Dans tout l’Occident, les XIIe et XIIIe siècles sont marqués par une expansion urbaine sans précédent. La croissance économique aidant, les anciens centres urbains se repeuplent et de nouvelles villes apparaissent un peu partout
A partir du XIe siècle, les communautés urbaines revendiquent et obtiennent, parfois de haute lutte, des chartes de franchise leur accordant un certain degré d’autonomie. Le mouvement communal, né dans la péninsule Italique, gagne ensuite toute l’Europe du Nord.
Le modèle communal donne lieu à des institutions globalement similaires d’une ville à une autre. Le plus souvent, la commune est dirigée par un collège de consuls chargés de l’administration urbaine, du prélèvement des impôts et parfois de la justice.

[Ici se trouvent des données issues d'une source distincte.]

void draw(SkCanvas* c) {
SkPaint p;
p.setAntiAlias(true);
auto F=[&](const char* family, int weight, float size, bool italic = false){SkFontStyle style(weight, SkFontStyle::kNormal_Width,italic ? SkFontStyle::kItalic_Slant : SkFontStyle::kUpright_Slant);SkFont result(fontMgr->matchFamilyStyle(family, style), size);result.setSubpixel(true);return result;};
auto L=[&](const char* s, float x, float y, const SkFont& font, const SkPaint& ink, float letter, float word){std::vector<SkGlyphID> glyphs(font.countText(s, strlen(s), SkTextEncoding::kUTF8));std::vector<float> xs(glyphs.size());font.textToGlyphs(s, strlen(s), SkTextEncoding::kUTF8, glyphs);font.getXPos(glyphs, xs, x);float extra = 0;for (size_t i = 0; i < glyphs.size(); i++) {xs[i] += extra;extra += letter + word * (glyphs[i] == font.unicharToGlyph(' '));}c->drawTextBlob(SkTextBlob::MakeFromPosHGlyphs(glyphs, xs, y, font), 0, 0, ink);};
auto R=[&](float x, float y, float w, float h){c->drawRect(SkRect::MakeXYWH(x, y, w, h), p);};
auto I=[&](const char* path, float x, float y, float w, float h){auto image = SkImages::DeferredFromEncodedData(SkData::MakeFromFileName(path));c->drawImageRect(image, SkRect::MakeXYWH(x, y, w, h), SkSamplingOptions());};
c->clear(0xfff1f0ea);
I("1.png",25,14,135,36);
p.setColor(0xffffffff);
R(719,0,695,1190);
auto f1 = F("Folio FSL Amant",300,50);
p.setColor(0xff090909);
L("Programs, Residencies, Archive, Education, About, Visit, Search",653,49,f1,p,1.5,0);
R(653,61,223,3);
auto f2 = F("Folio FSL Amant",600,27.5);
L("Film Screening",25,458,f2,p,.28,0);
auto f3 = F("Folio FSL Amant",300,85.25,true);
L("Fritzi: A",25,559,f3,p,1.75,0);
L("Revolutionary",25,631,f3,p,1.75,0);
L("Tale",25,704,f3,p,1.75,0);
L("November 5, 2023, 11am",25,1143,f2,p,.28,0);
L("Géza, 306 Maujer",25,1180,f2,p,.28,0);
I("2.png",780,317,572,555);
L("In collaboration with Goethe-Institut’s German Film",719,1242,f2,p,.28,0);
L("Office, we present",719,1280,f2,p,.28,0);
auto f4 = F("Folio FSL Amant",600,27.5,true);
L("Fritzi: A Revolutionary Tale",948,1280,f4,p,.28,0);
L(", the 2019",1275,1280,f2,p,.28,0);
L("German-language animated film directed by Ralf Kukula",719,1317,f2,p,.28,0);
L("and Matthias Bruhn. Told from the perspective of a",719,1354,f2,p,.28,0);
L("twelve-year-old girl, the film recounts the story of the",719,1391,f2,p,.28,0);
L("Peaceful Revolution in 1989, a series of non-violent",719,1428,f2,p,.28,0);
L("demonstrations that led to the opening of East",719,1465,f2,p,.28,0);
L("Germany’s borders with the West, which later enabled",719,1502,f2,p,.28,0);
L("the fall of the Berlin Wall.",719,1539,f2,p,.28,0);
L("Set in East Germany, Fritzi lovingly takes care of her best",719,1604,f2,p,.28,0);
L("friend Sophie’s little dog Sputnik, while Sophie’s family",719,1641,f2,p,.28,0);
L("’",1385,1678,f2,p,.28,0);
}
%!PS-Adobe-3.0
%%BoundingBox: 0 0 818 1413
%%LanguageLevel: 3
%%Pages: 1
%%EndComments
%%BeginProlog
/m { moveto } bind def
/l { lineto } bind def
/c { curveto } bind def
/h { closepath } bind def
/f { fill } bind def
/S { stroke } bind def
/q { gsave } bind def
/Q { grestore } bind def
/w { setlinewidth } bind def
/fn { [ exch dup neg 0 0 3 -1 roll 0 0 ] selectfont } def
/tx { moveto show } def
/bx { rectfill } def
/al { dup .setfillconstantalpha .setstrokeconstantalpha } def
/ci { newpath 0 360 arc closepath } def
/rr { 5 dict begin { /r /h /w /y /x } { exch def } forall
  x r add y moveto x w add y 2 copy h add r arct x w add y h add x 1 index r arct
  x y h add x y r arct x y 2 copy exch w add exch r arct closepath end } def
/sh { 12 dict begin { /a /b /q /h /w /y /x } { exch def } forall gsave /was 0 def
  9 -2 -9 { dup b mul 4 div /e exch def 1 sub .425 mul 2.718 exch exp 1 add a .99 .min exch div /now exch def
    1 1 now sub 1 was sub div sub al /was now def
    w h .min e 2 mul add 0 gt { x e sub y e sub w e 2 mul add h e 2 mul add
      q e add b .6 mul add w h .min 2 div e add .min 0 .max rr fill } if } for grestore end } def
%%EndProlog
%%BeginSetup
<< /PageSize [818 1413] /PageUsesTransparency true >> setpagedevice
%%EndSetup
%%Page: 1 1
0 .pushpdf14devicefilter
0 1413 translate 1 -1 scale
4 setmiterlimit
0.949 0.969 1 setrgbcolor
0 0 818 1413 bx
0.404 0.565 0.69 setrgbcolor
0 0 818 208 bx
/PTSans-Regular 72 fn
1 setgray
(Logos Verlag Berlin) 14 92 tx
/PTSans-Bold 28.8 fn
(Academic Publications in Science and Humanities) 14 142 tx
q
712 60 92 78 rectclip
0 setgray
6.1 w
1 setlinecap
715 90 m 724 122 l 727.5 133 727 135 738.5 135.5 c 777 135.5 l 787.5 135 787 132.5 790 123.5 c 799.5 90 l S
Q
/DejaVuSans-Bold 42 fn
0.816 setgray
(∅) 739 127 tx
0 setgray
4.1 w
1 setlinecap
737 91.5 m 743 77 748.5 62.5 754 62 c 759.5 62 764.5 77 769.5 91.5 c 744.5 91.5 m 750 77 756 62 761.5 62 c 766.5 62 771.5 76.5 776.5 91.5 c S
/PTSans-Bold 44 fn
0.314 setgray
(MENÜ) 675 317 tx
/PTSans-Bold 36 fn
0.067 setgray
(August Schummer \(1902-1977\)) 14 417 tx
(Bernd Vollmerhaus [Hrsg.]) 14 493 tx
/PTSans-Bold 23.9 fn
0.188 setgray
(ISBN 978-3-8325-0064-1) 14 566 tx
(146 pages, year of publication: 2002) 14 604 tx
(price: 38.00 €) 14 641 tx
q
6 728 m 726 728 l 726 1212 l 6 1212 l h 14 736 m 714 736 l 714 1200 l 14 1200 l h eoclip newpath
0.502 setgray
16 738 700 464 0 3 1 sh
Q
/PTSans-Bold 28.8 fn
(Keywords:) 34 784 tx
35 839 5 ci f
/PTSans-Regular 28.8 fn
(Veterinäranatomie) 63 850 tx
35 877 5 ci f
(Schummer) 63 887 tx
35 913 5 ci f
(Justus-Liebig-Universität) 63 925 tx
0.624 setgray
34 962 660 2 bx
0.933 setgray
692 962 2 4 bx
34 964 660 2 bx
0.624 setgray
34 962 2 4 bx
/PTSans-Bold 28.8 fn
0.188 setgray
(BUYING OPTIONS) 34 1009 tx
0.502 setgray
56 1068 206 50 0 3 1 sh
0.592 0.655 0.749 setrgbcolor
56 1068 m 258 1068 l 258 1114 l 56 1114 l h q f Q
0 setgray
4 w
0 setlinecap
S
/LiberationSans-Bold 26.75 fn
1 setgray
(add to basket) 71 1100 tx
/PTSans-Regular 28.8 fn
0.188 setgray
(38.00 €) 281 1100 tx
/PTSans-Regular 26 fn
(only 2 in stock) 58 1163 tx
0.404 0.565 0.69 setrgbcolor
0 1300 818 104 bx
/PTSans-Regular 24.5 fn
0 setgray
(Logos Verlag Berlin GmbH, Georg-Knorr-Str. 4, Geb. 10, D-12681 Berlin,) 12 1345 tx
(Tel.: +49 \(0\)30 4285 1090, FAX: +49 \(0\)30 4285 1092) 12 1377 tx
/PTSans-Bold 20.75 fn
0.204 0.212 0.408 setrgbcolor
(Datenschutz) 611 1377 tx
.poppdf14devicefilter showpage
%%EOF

Leur nombre est souvent très symboliquement fixé à douze, tendant à identifier ces magistrats aux apôtres du Christ...
Au cours du XIIIe siècle, on voit souvent apparaître un à quatre notables chargés de présider le conseil et même, lorsque la ville est suffisamment autonome, de conduire sa politique extérieure. C’est le maire, aussi appelé bourgmestre
Il faut cependant souligner qu’existent une foule de cas particuliers, car chaque ville a sa propre histoire dont les institutions sont le reflet. Consuls, capitouls, échevins, maires, jurés, bourgmestres,... Une grande variété sémantique et politique !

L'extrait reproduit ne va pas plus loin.